Molecular Health GmbH, Kurfürsten-Anlage 21, 69115 Heidelberg, Germany.
Bioinformatics. 2017 Sep 15;33(18):2791-2798. doi: 10.1093/bioinformatics/btx284.
Whole exome and gene panel sequencing are increasingly used for oncological diagnostics. To investigate the accuracy of SCNA detection algorithms on simulated and clinical tumor samples, the precision and sensitivity of four SCNA callers were measured using 50 simulated whole exome and 50 simulated targeted gene panel datasets, and using 119 TCGA tumor samples for which SNP array data were available.
On synthetic exome and panel data, VarScan2 mostly called false positives, whereas Control-FREEC was precise (>90% correct calls) at the cost of low sensitivity (<40% detected). ONCOCNV was slightly less precise on gene panel data, with similarly low sensitivity. This could be explained by low sensitivity for amplifications and high precision for deletions. Surprisingly, these results were not strongly affected by moderate tumor impurities; only contaminations with more than 60% non-cancerous cells resulted in strongly declining precision and sensitivity. On the 119 clinical samples, both Control-FREEC and CNVkit called 71.8% and 94%, respectively, of the SCNAs found by the SNP arrays, but with a considerable amount of false positives (precision 29% and 4.9%).

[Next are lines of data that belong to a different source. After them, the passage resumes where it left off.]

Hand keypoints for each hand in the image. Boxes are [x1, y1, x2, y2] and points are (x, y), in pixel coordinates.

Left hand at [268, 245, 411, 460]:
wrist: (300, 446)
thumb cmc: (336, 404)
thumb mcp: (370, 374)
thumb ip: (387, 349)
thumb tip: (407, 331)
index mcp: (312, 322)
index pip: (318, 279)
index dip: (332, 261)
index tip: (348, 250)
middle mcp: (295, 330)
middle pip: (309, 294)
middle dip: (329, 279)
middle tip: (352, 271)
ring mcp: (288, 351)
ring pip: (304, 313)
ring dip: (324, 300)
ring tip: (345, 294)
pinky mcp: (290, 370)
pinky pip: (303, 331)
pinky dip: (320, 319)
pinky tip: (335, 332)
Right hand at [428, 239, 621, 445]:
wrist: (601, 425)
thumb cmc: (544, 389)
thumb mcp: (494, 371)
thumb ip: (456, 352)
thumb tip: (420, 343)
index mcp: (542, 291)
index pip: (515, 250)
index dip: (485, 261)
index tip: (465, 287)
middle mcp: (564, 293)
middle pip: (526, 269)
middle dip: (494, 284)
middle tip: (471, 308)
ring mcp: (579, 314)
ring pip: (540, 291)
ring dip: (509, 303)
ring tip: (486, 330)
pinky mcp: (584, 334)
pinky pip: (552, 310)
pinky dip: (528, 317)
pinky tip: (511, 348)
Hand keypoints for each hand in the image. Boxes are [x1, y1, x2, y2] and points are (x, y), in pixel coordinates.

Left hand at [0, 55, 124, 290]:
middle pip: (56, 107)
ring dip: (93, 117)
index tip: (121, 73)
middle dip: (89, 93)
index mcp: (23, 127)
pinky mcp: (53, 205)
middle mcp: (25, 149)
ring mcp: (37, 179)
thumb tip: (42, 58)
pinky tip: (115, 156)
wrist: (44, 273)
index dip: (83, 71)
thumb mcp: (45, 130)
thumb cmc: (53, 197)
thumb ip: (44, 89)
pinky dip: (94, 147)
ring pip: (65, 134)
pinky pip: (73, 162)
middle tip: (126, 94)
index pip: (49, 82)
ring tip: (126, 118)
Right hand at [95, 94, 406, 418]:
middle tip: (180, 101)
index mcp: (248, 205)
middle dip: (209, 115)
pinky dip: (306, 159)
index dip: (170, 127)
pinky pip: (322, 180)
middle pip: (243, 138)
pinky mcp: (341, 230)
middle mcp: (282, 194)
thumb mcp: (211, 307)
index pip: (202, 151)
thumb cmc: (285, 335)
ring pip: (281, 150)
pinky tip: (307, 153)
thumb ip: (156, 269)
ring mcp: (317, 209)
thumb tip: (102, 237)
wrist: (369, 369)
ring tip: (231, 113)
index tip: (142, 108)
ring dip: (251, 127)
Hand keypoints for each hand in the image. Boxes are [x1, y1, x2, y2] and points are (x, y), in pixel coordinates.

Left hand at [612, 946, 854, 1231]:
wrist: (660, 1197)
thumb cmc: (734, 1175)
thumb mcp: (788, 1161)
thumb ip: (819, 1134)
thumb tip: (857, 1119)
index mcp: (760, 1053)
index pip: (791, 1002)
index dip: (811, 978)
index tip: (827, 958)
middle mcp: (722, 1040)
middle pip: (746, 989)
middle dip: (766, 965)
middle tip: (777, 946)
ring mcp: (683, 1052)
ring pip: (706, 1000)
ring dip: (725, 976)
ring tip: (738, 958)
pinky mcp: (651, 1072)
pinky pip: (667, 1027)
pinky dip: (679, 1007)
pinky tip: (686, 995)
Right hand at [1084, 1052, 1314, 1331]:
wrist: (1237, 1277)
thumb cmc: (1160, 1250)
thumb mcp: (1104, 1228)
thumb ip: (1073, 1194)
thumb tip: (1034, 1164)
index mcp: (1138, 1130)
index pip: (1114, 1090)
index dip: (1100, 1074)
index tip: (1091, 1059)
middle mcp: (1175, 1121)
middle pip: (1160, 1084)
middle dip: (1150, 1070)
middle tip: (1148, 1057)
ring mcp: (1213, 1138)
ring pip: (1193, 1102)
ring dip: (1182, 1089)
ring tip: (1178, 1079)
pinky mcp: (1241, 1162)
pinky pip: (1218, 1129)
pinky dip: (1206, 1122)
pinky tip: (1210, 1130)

Whole exome and targeted gene panel methods by design limit the precision of SCNA callers, making them prone to false positives. SCNA calls cannot easily be integrated in clinical pipelines that use data from targeted capture-based sequencing. If used at all, they need to be cross-validated using orthogonal methods.

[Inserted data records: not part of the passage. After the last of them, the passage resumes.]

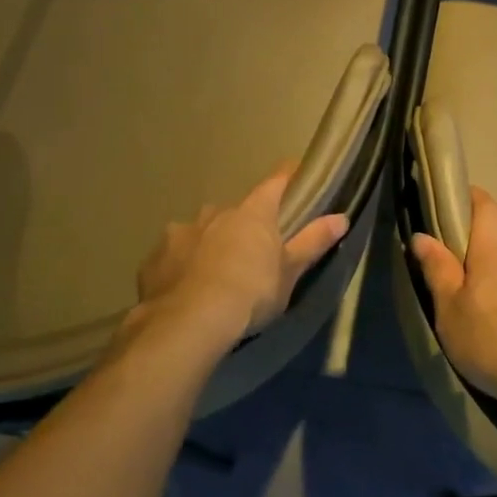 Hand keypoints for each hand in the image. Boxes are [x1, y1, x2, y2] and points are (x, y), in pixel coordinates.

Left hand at [135, 168, 349, 345]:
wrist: (188, 323)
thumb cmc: (250, 292)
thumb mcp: (290, 272)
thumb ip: (313, 241)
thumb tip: (342, 217)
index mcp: (253, 213)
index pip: (275, 183)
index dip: (287, 177)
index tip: (295, 174)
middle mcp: (215, 213)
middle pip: (235, 212)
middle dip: (242, 226)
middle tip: (251, 252)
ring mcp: (180, 233)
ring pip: (199, 232)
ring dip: (208, 244)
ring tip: (213, 274)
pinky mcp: (154, 260)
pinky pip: (173, 256)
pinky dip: (181, 266)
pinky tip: (184, 288)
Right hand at [410, 188, 496, 414]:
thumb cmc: (493, 341)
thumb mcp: (450, 310)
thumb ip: (438, 271)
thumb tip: (422, 235)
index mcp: (494, 255)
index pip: (487, 209)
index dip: (472, 198)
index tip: (456, 199)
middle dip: (477, 260)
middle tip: (456, 287)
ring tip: (481, 323) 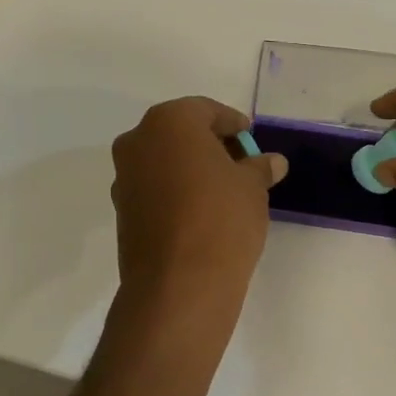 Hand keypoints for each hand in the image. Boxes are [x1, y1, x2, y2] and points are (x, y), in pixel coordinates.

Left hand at [110, 98, 287, 300]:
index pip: (206, 111)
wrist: (179, 284)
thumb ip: (260, 167)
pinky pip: (155, 189)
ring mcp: (124, 178)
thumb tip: (272, 162)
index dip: (234, 125)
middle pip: (181, 134)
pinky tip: (202, 213)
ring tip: (224, 192)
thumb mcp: (253, 187)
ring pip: (165, 162)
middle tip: (242, 165)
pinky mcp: (122, 211)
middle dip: (211, 146)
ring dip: (191, 169)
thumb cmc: (221, 219)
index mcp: (170, 122)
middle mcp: (138, 141)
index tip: (252, 141)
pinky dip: (176, 192)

Scripts are provided as supplementary information.
gunther.jansen@molecularhealth.com.
Supplementary data are available at Bioinformatics online.
全外显子组和基因panel 测序越来越多地用于肿瘤学诊断。为了研究 SCNA 检测算法在模拟和临床肿瘤样本中的准确性,使用 50 个模拟全外显子组和 50 个模拟靶向基因panel 数据集,以及 119 个具有 SNP 阵列数据的 TCGA 肿瘤样本,测量了四个 SCNA 调用者的精度和灵敏度。

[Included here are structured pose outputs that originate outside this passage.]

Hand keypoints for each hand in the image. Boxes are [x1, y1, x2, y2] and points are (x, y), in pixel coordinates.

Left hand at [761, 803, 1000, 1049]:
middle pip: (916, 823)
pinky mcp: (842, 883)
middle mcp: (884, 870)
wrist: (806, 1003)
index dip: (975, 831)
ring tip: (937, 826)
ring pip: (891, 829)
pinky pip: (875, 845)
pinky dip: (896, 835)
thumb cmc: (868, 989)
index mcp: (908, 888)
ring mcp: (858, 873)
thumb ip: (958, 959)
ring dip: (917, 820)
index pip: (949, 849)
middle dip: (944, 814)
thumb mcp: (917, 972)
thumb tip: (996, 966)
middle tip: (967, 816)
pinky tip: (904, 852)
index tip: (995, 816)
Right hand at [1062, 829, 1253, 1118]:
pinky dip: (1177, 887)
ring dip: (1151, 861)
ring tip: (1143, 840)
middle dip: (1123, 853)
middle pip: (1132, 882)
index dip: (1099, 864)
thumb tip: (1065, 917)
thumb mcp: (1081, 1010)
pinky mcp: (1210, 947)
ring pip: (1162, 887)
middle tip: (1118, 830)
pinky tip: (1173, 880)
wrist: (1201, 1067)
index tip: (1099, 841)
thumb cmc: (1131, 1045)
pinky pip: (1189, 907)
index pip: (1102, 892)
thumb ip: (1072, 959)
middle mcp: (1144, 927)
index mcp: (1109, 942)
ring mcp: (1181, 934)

在合成外显子组和panel 数据上,VarScan2 主要会错误地检出假阳性,而 Control-FREEC 的精度(>90%正确调用)较高,但代价是灵敏度较低(<40%检出)。ONCOCNV 在基因panel 数据上的精度略低,灵敏度也相似。这可以解释为扩增的灵敏度较低,缺失的精度较高。令人惊讶的是,这些结果并没有受到中等肿瘤杂质的强烈影响;只有当非癌细胞的比例超过 60%时,精度和灵敏度才会明显下降。在 119 个临床样本中,Control-FREEC 和 CNVkit 分别正确检出 SNP 阵列发现的 SCNA 的 71.8%和 94%,但有相当数量的假阳性(精度为 29%和 4.9%)。
全外显子组和靶向基因panel 方法的设计限制了 SCNA 调用者的精度,使它们容易出现假阳性。SCNA 调用不能轻易地集成到使用靶向捕获测序数据的临床工作流程中。如果要使用,需要使用正交方法进行交叉验证。
脚本作为补充信息提供。
gunther.jansen@molecularhealth.com。
补充数据可在 Bioinformatics 在线获取。